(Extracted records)
-=-=-
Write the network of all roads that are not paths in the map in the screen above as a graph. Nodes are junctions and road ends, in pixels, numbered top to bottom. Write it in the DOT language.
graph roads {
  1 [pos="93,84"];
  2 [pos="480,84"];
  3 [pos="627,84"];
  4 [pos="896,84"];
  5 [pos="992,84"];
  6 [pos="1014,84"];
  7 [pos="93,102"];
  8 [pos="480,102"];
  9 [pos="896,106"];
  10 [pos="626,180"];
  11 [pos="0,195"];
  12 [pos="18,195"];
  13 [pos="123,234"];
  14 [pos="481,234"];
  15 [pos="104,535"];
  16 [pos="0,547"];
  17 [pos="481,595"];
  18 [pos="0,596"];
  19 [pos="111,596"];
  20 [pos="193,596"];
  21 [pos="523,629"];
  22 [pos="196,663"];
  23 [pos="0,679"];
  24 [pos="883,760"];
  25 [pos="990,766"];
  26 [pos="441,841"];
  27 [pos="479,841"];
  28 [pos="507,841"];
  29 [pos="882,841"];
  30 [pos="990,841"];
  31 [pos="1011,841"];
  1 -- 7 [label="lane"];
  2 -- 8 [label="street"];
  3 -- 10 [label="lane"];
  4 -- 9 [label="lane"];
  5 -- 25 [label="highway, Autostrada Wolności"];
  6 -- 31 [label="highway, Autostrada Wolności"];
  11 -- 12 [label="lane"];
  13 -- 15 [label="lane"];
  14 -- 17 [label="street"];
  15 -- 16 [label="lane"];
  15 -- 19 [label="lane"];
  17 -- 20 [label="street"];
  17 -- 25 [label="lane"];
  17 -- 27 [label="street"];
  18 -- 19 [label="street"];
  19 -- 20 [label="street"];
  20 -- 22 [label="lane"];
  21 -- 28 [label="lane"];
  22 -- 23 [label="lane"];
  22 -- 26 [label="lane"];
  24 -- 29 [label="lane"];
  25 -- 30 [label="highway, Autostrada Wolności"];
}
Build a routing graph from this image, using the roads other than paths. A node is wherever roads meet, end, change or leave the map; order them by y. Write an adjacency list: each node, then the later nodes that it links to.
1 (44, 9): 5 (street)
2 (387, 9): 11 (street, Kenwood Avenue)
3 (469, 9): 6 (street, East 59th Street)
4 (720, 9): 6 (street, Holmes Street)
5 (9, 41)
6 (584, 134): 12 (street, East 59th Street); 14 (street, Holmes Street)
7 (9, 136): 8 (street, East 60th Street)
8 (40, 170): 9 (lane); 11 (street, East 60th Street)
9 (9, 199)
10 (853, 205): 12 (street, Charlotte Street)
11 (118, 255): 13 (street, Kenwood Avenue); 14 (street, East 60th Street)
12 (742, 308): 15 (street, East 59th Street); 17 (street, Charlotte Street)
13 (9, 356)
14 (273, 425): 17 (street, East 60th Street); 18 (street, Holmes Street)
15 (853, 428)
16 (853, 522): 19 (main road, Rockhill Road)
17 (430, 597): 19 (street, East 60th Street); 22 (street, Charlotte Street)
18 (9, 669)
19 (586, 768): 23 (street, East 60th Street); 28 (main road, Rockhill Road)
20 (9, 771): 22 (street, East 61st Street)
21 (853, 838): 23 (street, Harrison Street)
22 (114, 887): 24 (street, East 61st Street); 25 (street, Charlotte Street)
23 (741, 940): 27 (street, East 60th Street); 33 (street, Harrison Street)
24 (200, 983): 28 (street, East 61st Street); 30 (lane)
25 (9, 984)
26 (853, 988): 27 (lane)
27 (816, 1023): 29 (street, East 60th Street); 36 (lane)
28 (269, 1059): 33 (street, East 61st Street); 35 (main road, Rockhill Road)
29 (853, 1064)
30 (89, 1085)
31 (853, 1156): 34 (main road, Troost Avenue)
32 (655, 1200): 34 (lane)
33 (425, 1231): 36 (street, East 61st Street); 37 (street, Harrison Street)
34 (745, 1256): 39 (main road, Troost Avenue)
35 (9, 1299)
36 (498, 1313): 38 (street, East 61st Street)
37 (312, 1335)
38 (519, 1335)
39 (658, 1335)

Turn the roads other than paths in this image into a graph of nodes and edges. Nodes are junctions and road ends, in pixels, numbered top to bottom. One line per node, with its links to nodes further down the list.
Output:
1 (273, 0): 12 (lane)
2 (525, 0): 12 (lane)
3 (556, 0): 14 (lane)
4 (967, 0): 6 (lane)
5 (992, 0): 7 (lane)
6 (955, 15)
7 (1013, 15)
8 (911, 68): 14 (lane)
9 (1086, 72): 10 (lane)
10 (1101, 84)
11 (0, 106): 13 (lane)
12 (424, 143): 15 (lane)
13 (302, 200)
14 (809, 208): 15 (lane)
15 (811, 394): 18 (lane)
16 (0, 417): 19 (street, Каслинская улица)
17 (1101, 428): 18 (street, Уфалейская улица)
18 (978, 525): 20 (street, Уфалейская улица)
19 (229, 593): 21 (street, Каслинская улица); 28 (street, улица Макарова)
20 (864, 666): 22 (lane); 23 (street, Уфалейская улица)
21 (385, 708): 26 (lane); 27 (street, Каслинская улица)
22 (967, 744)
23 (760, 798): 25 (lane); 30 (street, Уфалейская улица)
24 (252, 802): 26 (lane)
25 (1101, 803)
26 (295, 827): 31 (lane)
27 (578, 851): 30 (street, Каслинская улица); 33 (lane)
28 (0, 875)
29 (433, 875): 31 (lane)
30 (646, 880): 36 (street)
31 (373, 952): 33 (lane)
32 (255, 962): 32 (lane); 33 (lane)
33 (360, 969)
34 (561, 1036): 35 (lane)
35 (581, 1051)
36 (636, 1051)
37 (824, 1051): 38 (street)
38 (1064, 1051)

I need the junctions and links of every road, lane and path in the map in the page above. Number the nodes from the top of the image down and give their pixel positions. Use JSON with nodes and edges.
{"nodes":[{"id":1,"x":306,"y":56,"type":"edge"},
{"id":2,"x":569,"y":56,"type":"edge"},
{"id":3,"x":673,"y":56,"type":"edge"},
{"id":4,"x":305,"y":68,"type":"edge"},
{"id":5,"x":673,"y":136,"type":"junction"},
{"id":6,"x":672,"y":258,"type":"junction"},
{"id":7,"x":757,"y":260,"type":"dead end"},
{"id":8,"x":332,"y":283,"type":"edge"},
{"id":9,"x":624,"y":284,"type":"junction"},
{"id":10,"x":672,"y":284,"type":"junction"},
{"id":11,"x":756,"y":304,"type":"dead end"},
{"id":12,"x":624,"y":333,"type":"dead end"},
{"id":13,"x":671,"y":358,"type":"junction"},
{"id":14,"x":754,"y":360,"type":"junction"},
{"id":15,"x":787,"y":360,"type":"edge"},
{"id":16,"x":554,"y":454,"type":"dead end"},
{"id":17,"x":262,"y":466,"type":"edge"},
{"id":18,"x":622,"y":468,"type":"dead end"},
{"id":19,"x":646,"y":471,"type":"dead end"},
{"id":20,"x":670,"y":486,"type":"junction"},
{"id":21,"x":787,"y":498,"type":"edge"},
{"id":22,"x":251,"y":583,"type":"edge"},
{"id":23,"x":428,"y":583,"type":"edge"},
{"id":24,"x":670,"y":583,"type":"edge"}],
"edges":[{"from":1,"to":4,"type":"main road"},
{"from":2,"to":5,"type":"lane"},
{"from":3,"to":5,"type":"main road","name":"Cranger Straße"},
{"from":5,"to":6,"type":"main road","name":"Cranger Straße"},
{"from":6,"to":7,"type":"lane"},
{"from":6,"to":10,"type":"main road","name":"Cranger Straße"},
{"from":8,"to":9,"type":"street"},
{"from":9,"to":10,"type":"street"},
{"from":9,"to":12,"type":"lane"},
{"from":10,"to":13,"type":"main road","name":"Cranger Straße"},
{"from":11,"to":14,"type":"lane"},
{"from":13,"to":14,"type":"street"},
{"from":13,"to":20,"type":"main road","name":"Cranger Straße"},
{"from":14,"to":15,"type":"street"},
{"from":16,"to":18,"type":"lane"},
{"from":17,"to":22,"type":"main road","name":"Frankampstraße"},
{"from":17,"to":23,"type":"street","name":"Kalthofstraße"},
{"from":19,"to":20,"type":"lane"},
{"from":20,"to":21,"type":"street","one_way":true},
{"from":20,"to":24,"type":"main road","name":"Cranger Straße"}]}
-=-=-
Work task> Which of the lines above include the word "than"? Copy each of them.

Answer for the task>
Build a routing graph from this image, using the roads other than paths. A node is wherever roads meet, end, change or leave the map; order them by y. Write an adjacency list: each node, then the later nodes that it links to.
Turn the roads other than paths in this image into a graph of nodes and edges. Nodes are junctions and road ends, in pixels, numbered top to bottom. One line per node, with its links to nodes further down the list.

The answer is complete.